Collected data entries
>>

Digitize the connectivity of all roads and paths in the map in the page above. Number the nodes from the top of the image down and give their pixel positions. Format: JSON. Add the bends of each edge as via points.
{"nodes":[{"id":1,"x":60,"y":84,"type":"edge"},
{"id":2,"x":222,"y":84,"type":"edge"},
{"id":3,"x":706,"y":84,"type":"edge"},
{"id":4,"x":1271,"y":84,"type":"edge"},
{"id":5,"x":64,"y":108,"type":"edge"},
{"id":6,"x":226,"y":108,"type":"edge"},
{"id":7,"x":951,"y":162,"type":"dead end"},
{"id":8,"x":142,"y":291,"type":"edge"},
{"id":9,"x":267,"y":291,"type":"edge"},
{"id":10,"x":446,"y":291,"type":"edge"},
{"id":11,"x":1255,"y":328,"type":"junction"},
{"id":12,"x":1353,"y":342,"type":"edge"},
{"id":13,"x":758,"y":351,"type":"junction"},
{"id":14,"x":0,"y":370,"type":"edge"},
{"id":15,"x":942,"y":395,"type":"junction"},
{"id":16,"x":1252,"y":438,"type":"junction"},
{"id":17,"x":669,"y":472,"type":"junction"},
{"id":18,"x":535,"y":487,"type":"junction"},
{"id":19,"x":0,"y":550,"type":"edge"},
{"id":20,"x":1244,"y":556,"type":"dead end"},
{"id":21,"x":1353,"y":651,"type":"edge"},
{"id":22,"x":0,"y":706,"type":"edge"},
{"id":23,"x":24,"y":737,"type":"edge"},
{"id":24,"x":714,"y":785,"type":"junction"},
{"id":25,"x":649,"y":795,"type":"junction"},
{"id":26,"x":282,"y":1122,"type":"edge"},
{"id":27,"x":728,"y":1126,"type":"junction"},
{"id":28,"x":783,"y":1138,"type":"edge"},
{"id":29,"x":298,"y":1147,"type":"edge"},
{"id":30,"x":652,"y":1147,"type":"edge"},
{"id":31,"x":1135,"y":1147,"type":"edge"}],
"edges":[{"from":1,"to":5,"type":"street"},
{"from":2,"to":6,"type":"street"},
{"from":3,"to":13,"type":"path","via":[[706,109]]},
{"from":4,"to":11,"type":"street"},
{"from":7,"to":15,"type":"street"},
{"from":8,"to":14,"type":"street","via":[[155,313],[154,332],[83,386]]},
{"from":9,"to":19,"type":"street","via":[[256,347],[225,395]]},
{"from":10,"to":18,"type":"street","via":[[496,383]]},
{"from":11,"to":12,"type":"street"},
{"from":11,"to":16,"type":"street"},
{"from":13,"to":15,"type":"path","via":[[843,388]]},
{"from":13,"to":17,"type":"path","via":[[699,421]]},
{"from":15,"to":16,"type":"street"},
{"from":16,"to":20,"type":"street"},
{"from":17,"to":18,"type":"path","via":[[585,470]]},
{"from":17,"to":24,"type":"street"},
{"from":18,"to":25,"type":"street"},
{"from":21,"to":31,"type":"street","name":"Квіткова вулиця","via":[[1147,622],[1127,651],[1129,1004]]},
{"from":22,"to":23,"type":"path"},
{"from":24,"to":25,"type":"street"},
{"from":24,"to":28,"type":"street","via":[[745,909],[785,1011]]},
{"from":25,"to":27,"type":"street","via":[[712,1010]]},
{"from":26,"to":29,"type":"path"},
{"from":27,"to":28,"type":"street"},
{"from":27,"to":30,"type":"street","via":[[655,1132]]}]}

<<

** REQUIRED ACTION **
Would you restate every record word for word?

** RESPONSE **
Digitize the connectivity of all roads and paths in the map in the page above. Number the nodes from the top of the image down and give their pixel positions. Format: JSON. Add the bends of each edge as via points.
{"nodes":[{"id":1,"x":60,"y":84,"type":"edge"},
{"id":2,"x":222,"y":84,"type":"edge"},
{"id":3,"x":706,"y":84,"type":"edge"},
{"id":4,"x":1271,"y":84,"type":"edge"},
{"id":5,"x":64,"y":108,"type":"edge"},
{"id":6,"x":226,"y":108,"type":"edge"},
{"id":7,"x":951,"y":162,"type":"dead end"},
{"id":8,"x":142,"y":291,"type":"edge"},
{"id":9,"x":267,"y":291,"type":"edge"},
{"id":10,"x":446,"y":291,"type":"edge"},
{"id":11,"x":1255,"y":328,"type":"junction"},
{"id":12,"x":1353,"y":342,"type":"edge"},
{"id":13,"x":758,"y":351,"type":"junction"},
{"id":14,"x":0,"y":370,"type":"edge"},
{"id":15,"x":942,"y":395,"type":"junction"},
{"id":16,"x":1252,"y":438,"type":"junction"},
{"id":17,"x":669,"y":472,"type":"junction"},
{"id":18,"x":535,"y":487,"type":"junction"},
{"id":19,"x":0,"y":550,"type":"edge"},
{"id":20,"x":1244,"y":556,"type":"dead end"},
{"id":21,"x":1353,"y":651,"type":"edge"},
{"id":22,"x":0,"y":706,"type":"edge"},
{"id":23,"x":24,"y":737,"type":"edge"},
{"id":24,"x":714,"y":785,"type":"junction"},
{"id":25,"x":649,"y":795,"type":"junction"},
{"id":26,"x":282,"y":1122,"type":"edge"},
{"id":27,"x":728,"y":1126,"type":"junction"},
{"id":28,"x":783,"y":1138,"type":"edge"},
{"id":29,"x":298,"y":1147,"type":"edge"},
{"id":30,"x":652,"y":1147,"type":"edge"},
{"id":31,"x":1135,"y":1147,"type":"edge"}],
"edges":[{"from":1,"to":5,"type":"street"},
{"from":2,"to":6,"type":"street"},
{"from":3,"to":13,"type":"path","via":[[706,109]]},
{"from":4,"to":11,"type":"street"},
{"from":7,"to":15,"type":"street"},
{"from":8,"to":14,"type":"street","via":[[155,313],[154,332],[83,386]]},
{"from":9,"to":19,"type":"street","via":[[256,347],[225,395]]},
{"from":10,"to":18,"type":"street","via":[[496,383]]},
{"from":11,"to":12,"type":"street"},
{"from":11,"to":16,"type":"street"},
{"from":13,"to":15,"type":"path","via":[[843,388]]},
{"from":13,"to":17,"type":"path","via":[[699,421]]},
{"from":15,"to":16,"type":"street"},
{"from":16,"to":20,"type":"street"},
{"from":17,"to":18,"type":"path","via":[[585,470]]},
{"from":17,"to":24,"type":"street"},
{"from":18,"to":25,"type":"street"},
{"from":21,"to":31,"type":"street","name":"Квіткова вулиця","via":[[1147,622],[1127,651],[1129,1004]]},
{"from":22,"to":23,"type":"path"},
{"from":24,"to":25,"type":"street"},
{"from":24,"to":28,"type":"street","via":[[745,909],[785,1011]]},
{"from":25,"to":27,"type":"street","via":[[712,1010]]},
{"from":26,"to":29,"type":"path"},
{"from":27,"to":28,"type":"street"},
{"from":27,"to":30,"type":"street","via":[[655,1132]]}]}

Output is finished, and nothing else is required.